En 1913, les héritiers de Massia vendent l’ensemble des établissements à Marcel Escoiffier. En 1927, une SARL est constituée de Marcel Escoiffier, René et Jean De Massia. En 1945, un des de Massia se retire et Adrien Barthélémy rentre au conseil d’administration. Il en devient président puis principal actionnaire en 1947. La station est alors en grande partie reconstruite, avec l’intervention de l’architecte Edouard Mas Chancel. Il construit l’hôtel thermal en granit et marbre rose, ainsi que le bloc médical. Il crée le lac au moyen d’un barrage pour ralentir le débit de l’eau, et réaménage le parc de l’établissement thermal.

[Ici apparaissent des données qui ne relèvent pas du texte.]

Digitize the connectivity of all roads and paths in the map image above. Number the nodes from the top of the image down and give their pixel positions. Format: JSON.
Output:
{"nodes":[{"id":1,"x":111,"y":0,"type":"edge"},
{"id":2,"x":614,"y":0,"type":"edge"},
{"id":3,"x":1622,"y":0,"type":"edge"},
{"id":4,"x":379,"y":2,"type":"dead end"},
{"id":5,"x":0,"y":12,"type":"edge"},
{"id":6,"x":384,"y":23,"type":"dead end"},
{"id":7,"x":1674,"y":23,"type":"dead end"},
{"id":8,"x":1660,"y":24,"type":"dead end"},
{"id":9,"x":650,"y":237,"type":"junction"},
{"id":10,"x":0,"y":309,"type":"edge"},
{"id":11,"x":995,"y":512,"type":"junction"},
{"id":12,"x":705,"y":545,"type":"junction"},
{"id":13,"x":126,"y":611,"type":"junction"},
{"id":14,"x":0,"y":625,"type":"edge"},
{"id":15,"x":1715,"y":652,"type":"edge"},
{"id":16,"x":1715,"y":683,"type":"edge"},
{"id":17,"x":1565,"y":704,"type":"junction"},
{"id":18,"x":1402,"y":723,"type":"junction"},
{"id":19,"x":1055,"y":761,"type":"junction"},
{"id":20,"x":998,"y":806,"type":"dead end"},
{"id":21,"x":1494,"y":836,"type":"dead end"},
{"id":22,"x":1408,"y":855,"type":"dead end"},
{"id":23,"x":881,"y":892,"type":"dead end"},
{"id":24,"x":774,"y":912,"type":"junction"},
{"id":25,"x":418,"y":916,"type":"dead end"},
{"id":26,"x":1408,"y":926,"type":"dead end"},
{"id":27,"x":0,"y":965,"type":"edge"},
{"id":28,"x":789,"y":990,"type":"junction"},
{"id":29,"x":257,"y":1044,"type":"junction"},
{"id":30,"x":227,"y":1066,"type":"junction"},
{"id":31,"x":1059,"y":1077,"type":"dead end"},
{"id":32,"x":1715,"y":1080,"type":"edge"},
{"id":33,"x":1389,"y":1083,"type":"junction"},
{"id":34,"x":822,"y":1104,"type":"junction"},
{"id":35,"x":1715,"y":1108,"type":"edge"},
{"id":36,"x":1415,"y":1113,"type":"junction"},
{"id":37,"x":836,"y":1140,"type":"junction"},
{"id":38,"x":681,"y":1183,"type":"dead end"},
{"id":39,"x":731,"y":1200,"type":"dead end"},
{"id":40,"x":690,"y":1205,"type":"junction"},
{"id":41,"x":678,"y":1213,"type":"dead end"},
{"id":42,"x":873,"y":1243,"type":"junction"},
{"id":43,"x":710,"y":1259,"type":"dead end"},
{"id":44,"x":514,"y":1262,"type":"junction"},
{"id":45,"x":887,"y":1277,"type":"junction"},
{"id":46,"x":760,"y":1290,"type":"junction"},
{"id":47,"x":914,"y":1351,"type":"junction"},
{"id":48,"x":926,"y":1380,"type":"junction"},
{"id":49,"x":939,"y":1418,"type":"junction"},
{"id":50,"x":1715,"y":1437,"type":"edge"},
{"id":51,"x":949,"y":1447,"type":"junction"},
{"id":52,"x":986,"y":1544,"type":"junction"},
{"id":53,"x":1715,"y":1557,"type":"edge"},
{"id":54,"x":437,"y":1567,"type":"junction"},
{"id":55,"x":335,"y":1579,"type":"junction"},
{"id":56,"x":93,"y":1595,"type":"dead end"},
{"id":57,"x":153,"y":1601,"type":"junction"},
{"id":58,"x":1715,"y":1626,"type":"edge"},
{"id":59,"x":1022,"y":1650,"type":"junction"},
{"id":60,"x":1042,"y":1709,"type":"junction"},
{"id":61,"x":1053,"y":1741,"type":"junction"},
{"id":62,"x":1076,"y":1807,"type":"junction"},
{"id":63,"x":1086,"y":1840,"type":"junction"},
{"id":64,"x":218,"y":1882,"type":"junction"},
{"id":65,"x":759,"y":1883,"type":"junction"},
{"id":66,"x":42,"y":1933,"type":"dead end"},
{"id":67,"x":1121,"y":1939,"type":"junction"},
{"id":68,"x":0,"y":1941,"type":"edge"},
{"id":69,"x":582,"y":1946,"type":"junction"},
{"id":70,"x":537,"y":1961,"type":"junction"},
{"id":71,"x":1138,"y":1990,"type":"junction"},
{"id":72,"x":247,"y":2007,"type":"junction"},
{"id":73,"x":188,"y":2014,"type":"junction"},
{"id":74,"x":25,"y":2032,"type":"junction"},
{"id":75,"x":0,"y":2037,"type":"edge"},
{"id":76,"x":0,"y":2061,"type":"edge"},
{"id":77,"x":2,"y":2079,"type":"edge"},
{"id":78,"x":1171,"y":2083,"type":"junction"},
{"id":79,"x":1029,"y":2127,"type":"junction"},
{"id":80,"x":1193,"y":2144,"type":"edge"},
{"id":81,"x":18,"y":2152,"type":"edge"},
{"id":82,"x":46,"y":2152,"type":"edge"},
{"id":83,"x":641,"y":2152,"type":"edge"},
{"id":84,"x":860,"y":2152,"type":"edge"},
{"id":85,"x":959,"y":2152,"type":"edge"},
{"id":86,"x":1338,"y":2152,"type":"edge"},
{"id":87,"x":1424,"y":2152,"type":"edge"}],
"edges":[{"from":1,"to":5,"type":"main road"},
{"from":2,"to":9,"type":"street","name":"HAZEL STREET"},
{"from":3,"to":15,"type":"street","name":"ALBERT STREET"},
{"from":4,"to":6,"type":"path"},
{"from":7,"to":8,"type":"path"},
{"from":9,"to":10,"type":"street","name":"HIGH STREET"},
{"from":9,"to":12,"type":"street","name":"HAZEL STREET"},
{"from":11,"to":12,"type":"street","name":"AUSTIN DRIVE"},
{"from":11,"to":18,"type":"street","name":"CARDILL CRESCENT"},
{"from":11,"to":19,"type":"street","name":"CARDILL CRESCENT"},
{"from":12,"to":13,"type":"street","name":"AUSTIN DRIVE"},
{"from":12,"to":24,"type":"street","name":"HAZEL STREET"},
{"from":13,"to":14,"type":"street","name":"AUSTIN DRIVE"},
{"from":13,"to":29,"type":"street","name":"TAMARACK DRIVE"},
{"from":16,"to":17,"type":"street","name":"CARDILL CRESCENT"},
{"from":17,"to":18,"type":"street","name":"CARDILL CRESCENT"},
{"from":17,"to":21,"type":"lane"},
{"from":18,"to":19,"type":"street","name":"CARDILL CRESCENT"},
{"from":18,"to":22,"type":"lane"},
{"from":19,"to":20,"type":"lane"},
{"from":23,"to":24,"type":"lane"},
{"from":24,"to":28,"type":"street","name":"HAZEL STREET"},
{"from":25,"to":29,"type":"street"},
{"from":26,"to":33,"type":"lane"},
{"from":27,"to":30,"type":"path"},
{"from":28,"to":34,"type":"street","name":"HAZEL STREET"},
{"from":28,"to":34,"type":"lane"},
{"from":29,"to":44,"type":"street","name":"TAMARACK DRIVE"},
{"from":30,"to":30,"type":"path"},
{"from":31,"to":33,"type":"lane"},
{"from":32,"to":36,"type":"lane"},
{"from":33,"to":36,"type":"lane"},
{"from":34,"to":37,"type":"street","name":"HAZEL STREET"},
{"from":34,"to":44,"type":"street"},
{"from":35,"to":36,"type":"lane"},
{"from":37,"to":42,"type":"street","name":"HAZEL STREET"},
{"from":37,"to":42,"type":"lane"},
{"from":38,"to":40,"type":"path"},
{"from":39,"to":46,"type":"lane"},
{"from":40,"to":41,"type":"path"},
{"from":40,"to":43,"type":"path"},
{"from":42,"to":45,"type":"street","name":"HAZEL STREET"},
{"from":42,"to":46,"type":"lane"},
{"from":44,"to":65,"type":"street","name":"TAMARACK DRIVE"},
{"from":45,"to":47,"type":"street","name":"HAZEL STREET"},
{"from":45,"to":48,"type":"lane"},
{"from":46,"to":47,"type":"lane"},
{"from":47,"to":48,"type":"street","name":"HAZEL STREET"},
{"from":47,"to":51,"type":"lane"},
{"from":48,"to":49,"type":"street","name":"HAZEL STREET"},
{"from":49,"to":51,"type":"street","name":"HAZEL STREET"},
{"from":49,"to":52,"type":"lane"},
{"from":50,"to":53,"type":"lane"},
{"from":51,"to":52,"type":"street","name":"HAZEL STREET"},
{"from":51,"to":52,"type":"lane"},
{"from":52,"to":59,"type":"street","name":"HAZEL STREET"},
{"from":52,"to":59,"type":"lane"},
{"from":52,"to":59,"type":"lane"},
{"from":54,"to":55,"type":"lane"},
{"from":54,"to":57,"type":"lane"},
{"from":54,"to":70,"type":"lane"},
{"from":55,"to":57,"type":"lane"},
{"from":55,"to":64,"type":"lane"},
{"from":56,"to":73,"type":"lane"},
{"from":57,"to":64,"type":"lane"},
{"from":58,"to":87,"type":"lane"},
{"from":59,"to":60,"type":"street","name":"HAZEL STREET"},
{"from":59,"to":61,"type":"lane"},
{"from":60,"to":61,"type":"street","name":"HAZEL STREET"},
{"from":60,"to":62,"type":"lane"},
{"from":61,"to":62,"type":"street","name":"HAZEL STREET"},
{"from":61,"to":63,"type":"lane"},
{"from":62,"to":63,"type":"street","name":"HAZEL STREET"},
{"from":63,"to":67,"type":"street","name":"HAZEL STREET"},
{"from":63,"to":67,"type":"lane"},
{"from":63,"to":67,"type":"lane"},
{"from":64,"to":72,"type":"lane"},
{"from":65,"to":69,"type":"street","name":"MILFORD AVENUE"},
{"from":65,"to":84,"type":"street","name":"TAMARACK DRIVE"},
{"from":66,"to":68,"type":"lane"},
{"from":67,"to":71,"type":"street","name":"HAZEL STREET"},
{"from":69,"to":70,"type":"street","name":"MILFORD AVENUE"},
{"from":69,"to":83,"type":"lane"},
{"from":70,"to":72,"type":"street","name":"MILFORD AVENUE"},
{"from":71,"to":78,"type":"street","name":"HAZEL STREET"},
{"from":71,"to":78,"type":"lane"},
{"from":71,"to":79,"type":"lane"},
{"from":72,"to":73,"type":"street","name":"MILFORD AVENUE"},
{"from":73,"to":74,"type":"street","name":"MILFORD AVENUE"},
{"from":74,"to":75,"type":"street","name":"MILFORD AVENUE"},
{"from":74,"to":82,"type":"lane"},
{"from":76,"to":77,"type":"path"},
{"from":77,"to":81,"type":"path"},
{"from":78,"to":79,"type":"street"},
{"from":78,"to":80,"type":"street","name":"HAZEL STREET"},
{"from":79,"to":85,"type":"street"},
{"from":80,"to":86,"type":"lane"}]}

Molitg, station historique de la Chaîne Thermale du Soleil
En 1947, Adrien Barthélémy fonde la Chaîne Thermale du Soleil et fait de Molitg la station historique du groupe. Avec le remboursement des cures thermales par la sécurité sociale, Adrien Barthélémy prend le tournant du thermalisme social, tout en maintenant un standing élevé à Molitg. En 1952, Il crée la marque Biotherm et exploite l’extraction du plancton thermal. En 1966, il inaugure le centre thermal d’esthétique, à l’emplacement des bains Mamet. En 1976, Biotherm est vendu à L’Oréal, l’exploitation du plancton thermal s’achève en 1986. En 2001, Molitg obtient l’agrément pour la rhumatologie. En 2002, la piscine thermale panoramique est ouverte. En 1986, l’architecte perpignanais Pierre Calvet opère les différents travaux d’aménagements et de restauration pour la CTS, comme à la Preste et Amélie-les-Bains.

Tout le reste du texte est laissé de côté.